→ Assignment
Write out every line below that includes the word "their".

→ Exercise material

%%

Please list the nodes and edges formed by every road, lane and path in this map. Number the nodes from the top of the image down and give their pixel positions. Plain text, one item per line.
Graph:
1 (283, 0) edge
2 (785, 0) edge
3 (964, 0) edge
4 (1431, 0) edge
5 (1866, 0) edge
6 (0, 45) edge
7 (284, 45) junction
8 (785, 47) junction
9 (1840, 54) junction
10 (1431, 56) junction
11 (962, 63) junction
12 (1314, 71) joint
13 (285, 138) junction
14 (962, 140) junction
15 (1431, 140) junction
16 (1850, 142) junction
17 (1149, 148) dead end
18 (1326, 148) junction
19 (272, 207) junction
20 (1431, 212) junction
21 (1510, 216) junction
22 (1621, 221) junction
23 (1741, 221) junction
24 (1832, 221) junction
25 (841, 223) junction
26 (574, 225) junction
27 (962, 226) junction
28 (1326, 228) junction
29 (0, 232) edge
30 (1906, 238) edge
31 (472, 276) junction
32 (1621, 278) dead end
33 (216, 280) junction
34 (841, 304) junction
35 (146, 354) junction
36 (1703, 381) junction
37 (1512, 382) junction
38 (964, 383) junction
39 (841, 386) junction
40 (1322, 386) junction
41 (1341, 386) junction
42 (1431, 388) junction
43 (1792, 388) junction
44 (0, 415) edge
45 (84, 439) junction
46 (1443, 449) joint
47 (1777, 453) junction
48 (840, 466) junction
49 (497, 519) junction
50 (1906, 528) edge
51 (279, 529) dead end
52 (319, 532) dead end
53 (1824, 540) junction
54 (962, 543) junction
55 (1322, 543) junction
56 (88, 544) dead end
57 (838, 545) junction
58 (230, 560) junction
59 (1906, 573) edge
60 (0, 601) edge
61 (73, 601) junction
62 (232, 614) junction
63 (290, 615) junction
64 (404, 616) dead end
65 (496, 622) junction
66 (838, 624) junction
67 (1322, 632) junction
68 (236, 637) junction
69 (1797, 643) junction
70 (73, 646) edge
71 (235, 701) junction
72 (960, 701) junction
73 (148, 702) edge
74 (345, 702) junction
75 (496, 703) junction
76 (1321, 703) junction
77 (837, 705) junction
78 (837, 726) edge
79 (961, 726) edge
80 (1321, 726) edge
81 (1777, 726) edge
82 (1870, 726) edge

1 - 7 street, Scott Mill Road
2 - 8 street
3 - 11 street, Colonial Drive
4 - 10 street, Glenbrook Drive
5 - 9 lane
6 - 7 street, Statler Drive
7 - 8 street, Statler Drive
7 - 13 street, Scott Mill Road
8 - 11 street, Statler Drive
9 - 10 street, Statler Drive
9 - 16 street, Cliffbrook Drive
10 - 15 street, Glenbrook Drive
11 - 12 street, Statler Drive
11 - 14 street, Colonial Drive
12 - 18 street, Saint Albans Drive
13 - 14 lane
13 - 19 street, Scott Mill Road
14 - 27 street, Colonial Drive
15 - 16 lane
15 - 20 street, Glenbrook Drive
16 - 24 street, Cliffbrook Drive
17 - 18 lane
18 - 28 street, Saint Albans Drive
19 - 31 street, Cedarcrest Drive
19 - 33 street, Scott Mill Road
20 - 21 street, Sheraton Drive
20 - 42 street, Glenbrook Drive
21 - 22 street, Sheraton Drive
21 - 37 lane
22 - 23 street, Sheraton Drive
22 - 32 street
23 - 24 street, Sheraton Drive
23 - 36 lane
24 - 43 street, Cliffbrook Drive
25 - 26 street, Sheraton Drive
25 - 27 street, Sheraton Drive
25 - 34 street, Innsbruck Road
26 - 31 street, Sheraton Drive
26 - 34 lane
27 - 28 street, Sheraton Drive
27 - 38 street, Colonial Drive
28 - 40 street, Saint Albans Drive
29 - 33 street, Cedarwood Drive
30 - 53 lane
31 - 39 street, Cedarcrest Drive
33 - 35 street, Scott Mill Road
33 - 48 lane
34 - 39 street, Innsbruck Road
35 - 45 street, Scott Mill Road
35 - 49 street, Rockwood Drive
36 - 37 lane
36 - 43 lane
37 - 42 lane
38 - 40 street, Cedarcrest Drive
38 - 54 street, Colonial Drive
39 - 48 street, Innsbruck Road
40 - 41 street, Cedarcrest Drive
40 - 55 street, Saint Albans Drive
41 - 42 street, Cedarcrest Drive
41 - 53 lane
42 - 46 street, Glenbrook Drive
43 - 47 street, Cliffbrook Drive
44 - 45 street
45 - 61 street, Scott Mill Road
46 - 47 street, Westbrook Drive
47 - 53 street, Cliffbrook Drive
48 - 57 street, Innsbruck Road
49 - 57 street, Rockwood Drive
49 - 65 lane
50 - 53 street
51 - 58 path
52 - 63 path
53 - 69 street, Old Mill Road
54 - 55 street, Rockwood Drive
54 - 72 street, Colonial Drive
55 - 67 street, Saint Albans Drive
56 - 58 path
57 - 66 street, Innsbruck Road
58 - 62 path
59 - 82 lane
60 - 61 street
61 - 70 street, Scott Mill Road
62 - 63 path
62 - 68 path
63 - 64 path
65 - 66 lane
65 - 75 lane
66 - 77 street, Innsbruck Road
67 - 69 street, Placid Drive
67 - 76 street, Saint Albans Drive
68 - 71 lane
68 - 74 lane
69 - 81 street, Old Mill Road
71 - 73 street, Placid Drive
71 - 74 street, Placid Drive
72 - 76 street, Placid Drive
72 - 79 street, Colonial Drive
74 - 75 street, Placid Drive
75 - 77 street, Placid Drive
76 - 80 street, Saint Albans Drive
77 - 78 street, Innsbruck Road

%%
%%

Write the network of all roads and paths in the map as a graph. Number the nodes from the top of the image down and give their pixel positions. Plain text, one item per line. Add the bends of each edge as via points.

%%

→ Output below
Please list the nodes and edges formed by every road, lane and path in this map. Number the nodes from the top of the image down and give their pixel positions. Plain text, one item per line.
Write the network of all roads and paths in the map as a graph. Number the nodes from the top of the image down and give their pixel positions. Plain text, one item per line. Add the bends of each edge as via points.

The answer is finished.